Electrically Heated Coating
The electrical heating solutions of FutureCarbon are
based on the principle of resistive heating, also referred to as ohmic
or joule heater. The amount of current flowing at a given voltage is
related to the electrical resistance of the conductor to its passage. By
applying an electrical voltage to a resistor and implying a current
flow, energy is transferred into the resistor. Hereby, the electrical
energy is directly converted into thermal energy, i.e. heat.
Resistive heating causes a thermal
radiation which causes a sun like feeling of warmth. Radiation heat
directly warms up people and objects, rather than warming the
surrounding air as done via convectional heater. This effect makes it an
excellent and highly efficient choice for task specific spot heating
applying the heat where it is really required.
The electric heat can be accurately
applied at the precise point needed in a process, at high concentration
of power per unit area or volume. Electric heating processes are
generally clean, quiet, and do not waste energy by warming up
surroundings to achieve the same results.
FutureCarbon designs polymer systems
with high electrical conductivity characteristics utilizing the
excellent conductivity of carbon materials. A defined combination of
different carbon materials is dispersed most homogeneously into an easy
to apply, aqueous matrix system such as polyurethane, acrylic, etc.

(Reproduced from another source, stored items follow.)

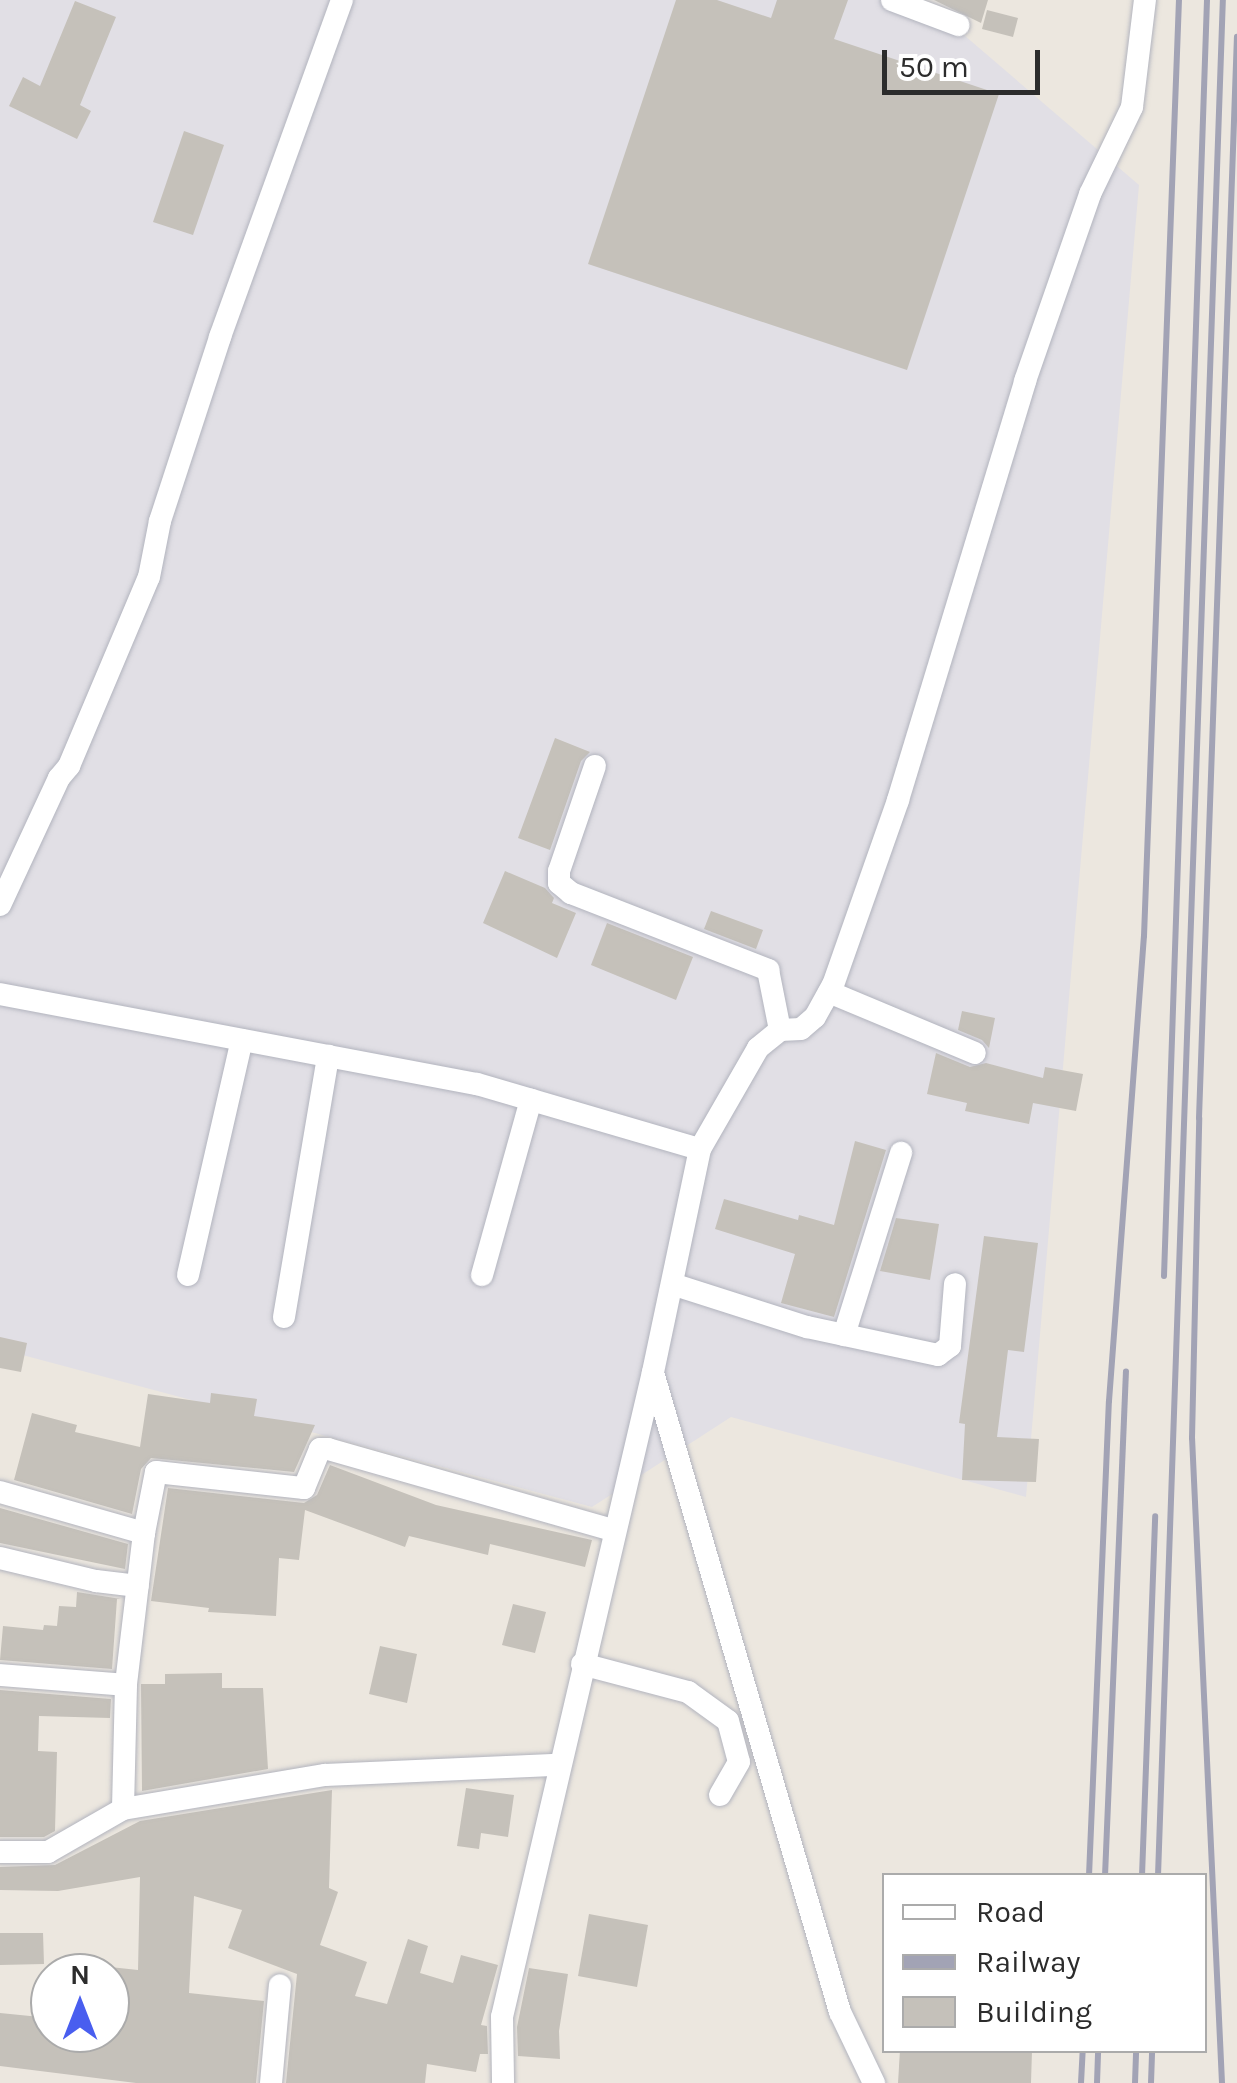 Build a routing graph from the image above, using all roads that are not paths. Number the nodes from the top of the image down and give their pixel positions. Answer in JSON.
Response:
{"nodes":[{"id":1,"x":342,"y":0,"type":"edge"},
{"id":2,"x":892,"y":0,"type":"edge"},
{"id":3,"x":1145,"y":0,"type":"edge"},
{"id":4,"x":958,"y":25,"type":"dead end"},
{"id":5,"x":595,"y":766,"type":"dead end"},
{"id":6,"x":0,"y":905,"type":"edge"},
{"id":7,"x":829,"y":992,"type":"junction"},
{"id":8,"x":0,"y":994,"type":"edge"},
{"id":9,"x":780,"y":1030,"type":"junction"},
{"id":10,"x":242,"y":1040,"type":"junction"},
{"id":11,"x":975,"y":1053,"type":"dead end"},
{"id":12,"x":328,"y":1056,"type":"junction"},
{"id":13,"x":530,"y":1100,"type":"junction"},
{"id":14,"x":700,"y":1149,"type":"junction"},
{"id":15,"x":901,"y":1153,"type":"dead end"},
{"id":16,"x":482,"y":1275,"type":"dead end"},
{"id":17,"x":188,"y":1276,"type":"dead end"},
{"id":18,"x":672,"y":1284,"type":"junction"},
{"id":19,"x":955,"y":1284,"type":"dead end"},
{"id":20,"x":284,"y":1317,"type":"dead end"},
{"id":21,"x":844,"y":1335,"type":"junction"},
{"id":22,"x":653,"y":1372,"type":"junction"},
{"id":23,"x":0,"y":1492,"type":"edge"},
{"id":24,"x":615,"y":1531,"type":"junction"},
{"id":25,"x":144,"y":1534,"type":"junction"},
{"id":26,"x":0,"y":1558,"type":"edge"},
{"id":27,"x":138,"y":1586,"type":"junction"},
{"id":28,"x":582,"y":1664,"type":"junction"},
{"id":29,"x":0,"y":1675,"type":"edge"},
{"id":30,"x":126,"y":1684,"type":"junction"},
{"id":31,"x":558,"y":1765,"type":"junction"},
{"id":32,"x":720,"y":1795,"type":"dead end"},
{"id":33,"x":123,"y":1809,"type":"junction"},
{"id":34,"x":0,"y":1852,"type":"edge"},
{"id":35,"x":280,"y":1985,"type":"dead end"},
{"id":36,"x":271,"y":2083,"type":"edge"},
{"id":37,"x":503,"y":2083,"type":"edge"},
{"id":38,"x":874,"y":2083,"type":"edge"}],
"edges":[{"from":1,"to":6,"type":"street"},
{"from":2,"to":4,"type":"street"},
{"from":3,"to":7,"type":"street"},
{"from":5,"to":9,"type":"street"},
{"from":7,"to":9,"type":"street"},
{"from":7,"to":11,"type":"street"},
{"from":8,"to":10,"type":"street"},
{"from":9,"to":14,"type":"street"},
{"from":10,"to":12,"type":"street"},
{"from":10,"to":17,"type":"street"},
{"from":12,"to":13,"type":"street"},
{"from":12,"to":20,"type":"street"},
{"from":13,"to":14,"type":"street"},
{"from":13,"to":16,"type":"street"},
{"from":14,"to":18,"type":"street"},
{"from":15,"to":21,"type":"street"},
{"from":18,"to":21,"type":"street"},
{"from":18,"to":22,"type":"street"},
{"from":19,"to":21,"type":"street"},
{"from":22,"to":24,"type":"street"},
{"from":22,"to":38,"type":"street"},
{"from":23,"to":25,"type":"street"},
{"from":24,"to":25,"type":"street"},
{"from":24,"to":28,"type":"street"},
{"from":25,"to":27,"type":"street"},
{"from":26,"to":27,"type":"street"},
{"from":27,"to":30,"type":"street"},
{"from":28,"to":31,"type":"street"},
{"from":28,"to":32,"type":"street"},
{"from":29,"to":30,"type":"street"},
{"from":30,"to":33,"type":"street"},
{"from":31,"to":33,"type":"street"},
{"from":31,"to":37,"type":"street"},
{"from":33,"to":34,"type":"street"},
{"from":35,"to":36,"type":"street"}]} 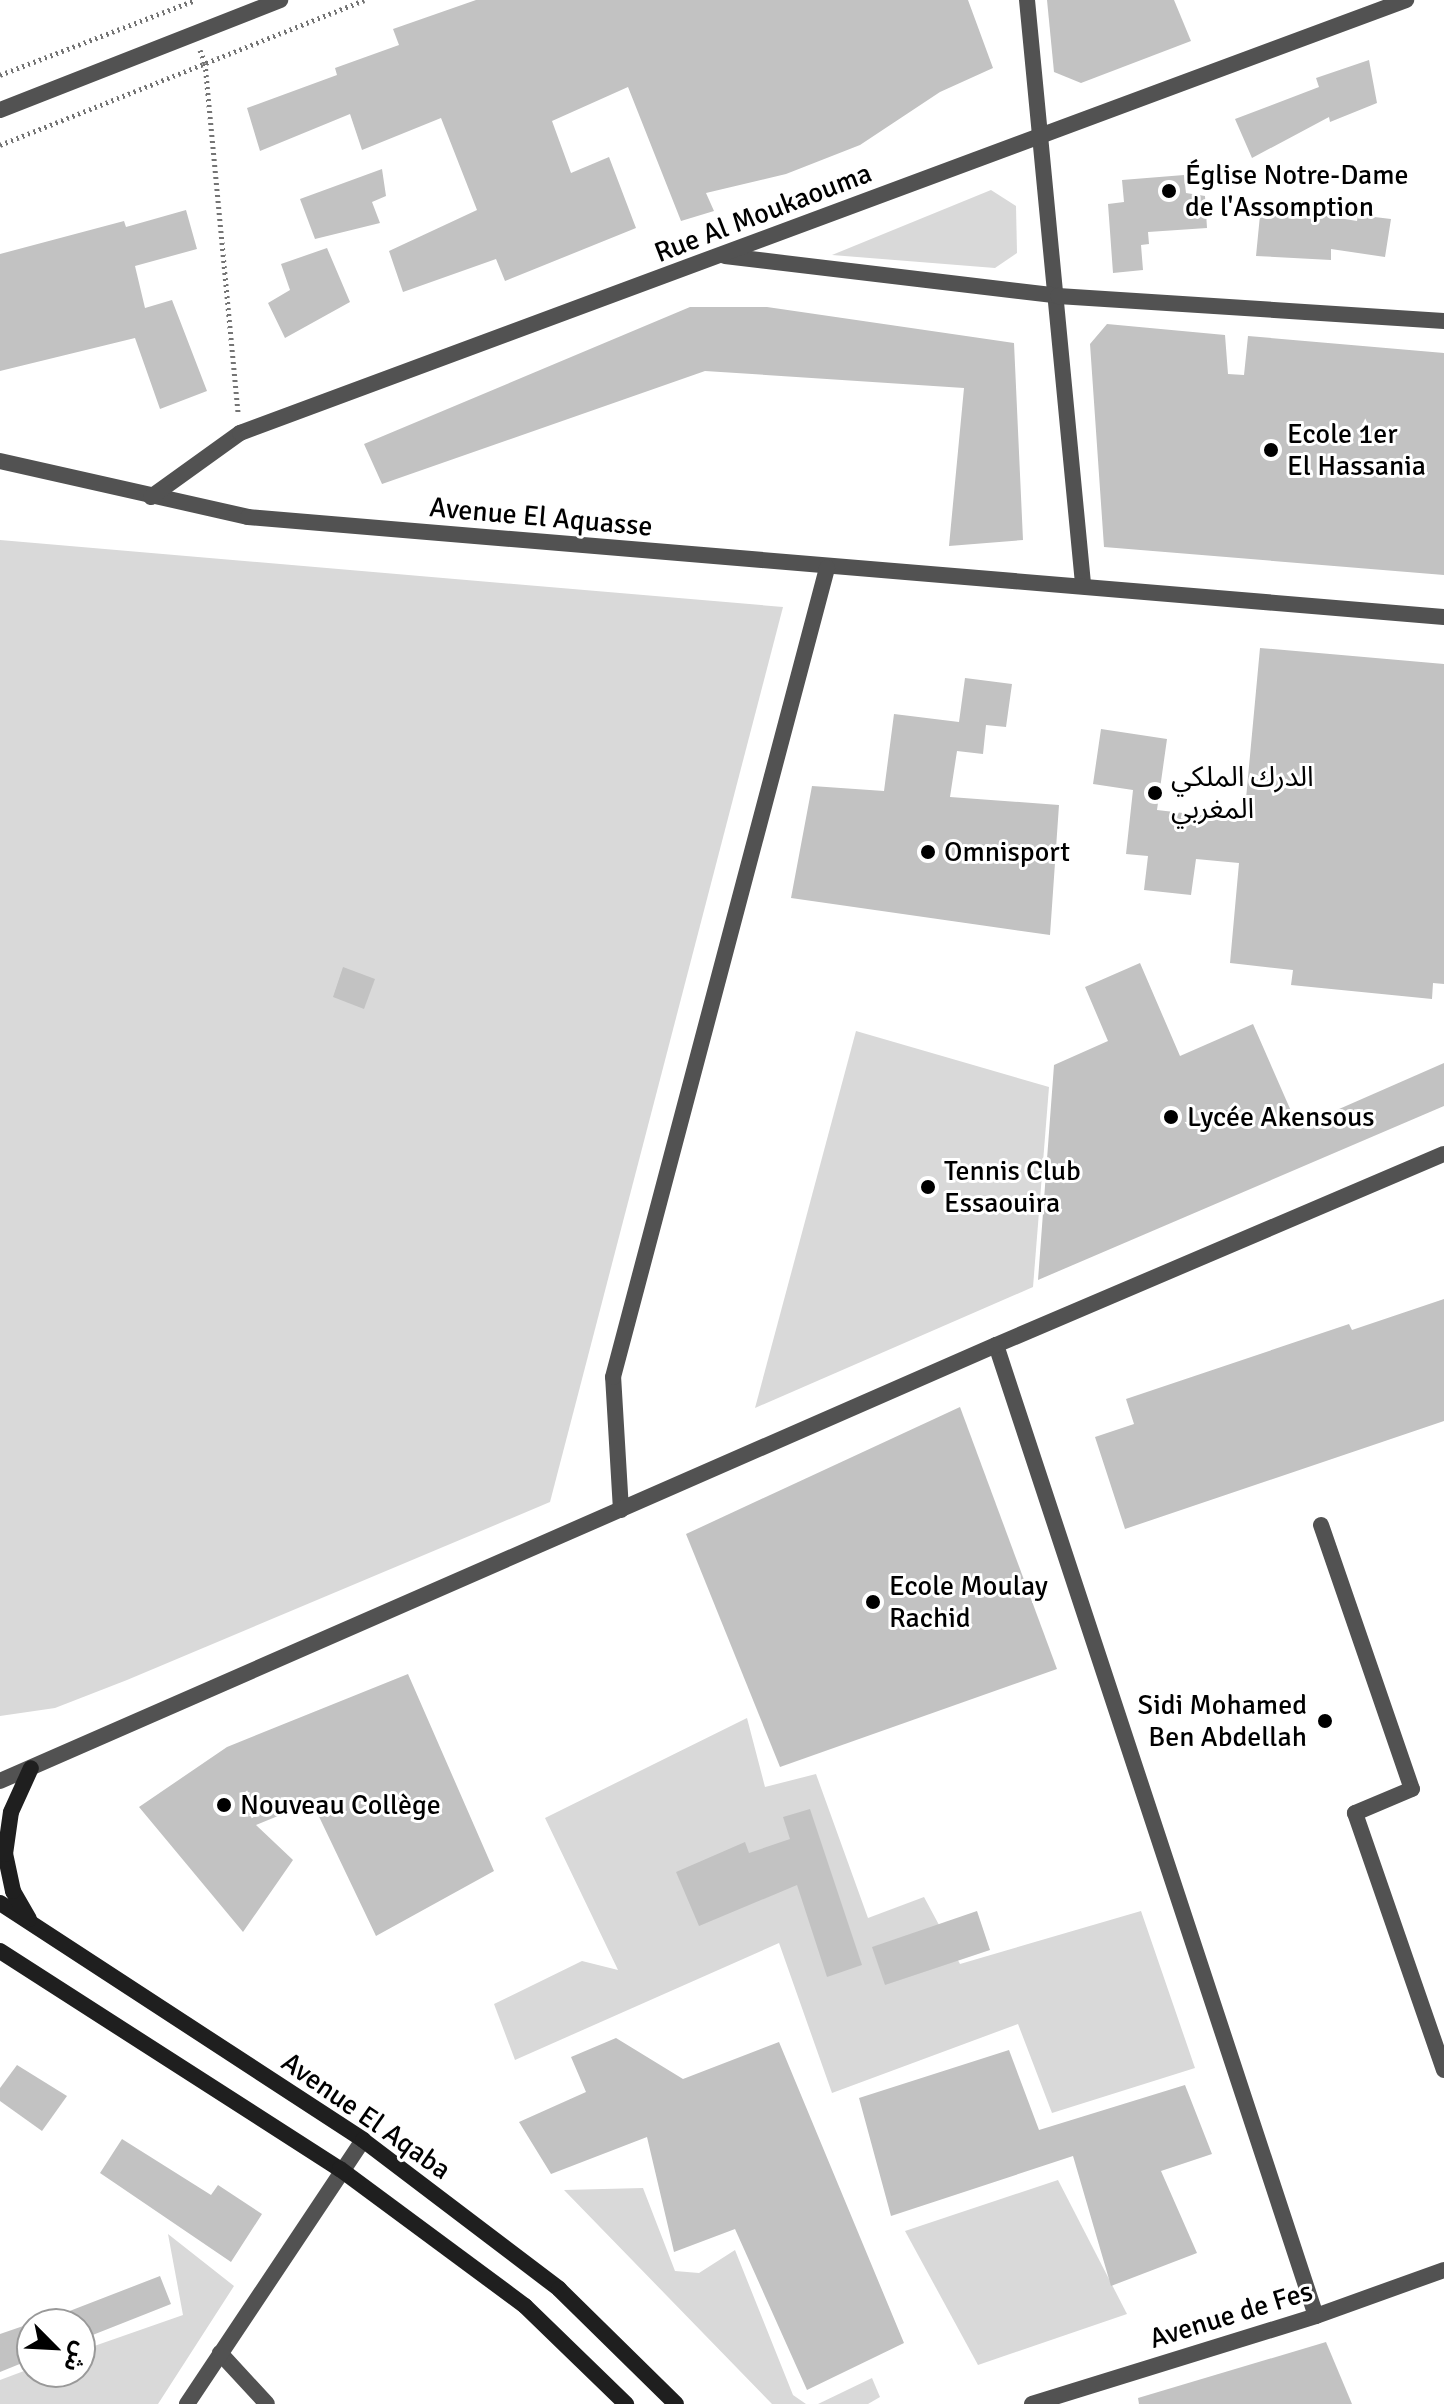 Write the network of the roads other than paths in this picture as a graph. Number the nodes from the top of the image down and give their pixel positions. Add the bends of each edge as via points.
1 (280, 0) edge
2 (1027, 0) edge
3 (1406, 0) edge
4 (0, 110) edge
5 (1039, 135) junction
6 (723, 256) junction
7 (1058, 296) junction
8 (1444, 321) edge
9 (0, 461) edge
10 (151, 497) junction
11 (827, 568) junction
12 (1083, 584) junction
13 (1444, 617) edge
14 (1444, 1154) edge
15 (996, 1345) junction
16 (621, 1510) junction
17 (1321, 1525) dead end
18 (31, 1768) junction
19 (0, 1781) edge
20 (0, 1903) edge
21 (31, 1923) junction
22 (0, 1951) edge
23 (1444, 2070) edge
24 (363, 2140) junction
25 (340, 2169) junction
26 (1444, 2270) edge
27 (1316, 2316) junction
28 (220, 2353) junction
29 (187, 2404) edge
30 (267, 2404) edge
31 (626, 2404) edge
32 (676, 2404) edge
33 (1032, 2404) edge

1 - 4 street
2 - 5 street
3 - 5 street, Rue Al Moukaouma
5 - 6 street, Rue Al Moukaouma
5 - 7 street
6 - 7 street
6 - 10 street, Rue Al Moukaouma via 240,433
7 - 8 street
7 - 12 street
9 - 10 street, Avenue El Aquasse
10 - 11 street, Avenue El Aquasse via 248,517
11 - 12 street, Avenue El Aquasse
11 - 16 street via 613,1377
12 - 13 street, Avenue El Aquasse
14 - 15 street
15 - 16 street
15 - 27 street
16 - 18 street
17 - 23 street via 1412,1789 1355,1813
18 - 19 street
18 - 21 main road via 11,1812 5,1854 13,1891
20 - 21 main road, Avenue El Aqaba
21 - 24 main road, Avenue El Aqaba
22 - 25 main road, Avenue El Aqaba
24 - 25 street
24 - 32 main road, Avenue El Aqaba via 559,2289
25 - 28 street
25 - 31 main road, Avenue El Aqaba via 525,2306
26 - 27 street, Avenue de Fes
27 - 33 street, Avenue de Fes
28 - 29 street
28 - 30 street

The result is a new composite solution
for electrical heating where the carbon material acts as the conductor
in the matrix while the polymer is electrically isolating. Radiation
heat is generated at the carbon-polymer-interfaces once a current
flowing through the composite material is applied. The efficiency of our
solutions converting the electrical to thermal energy is almost 100%
Through material excellence and
patented processes FutureCarbon is in the position to precisely tune the
electrical resistance of the polymer matrix and thus, able to address
all voltage levels, e.g. from 12V up to 230V…or higher.
The solutions offered today are
covering a very broad temperature range up to industrial temperatures of
500°C. with the maximum temperature actually defined by the melting
temperature of the respective polymer.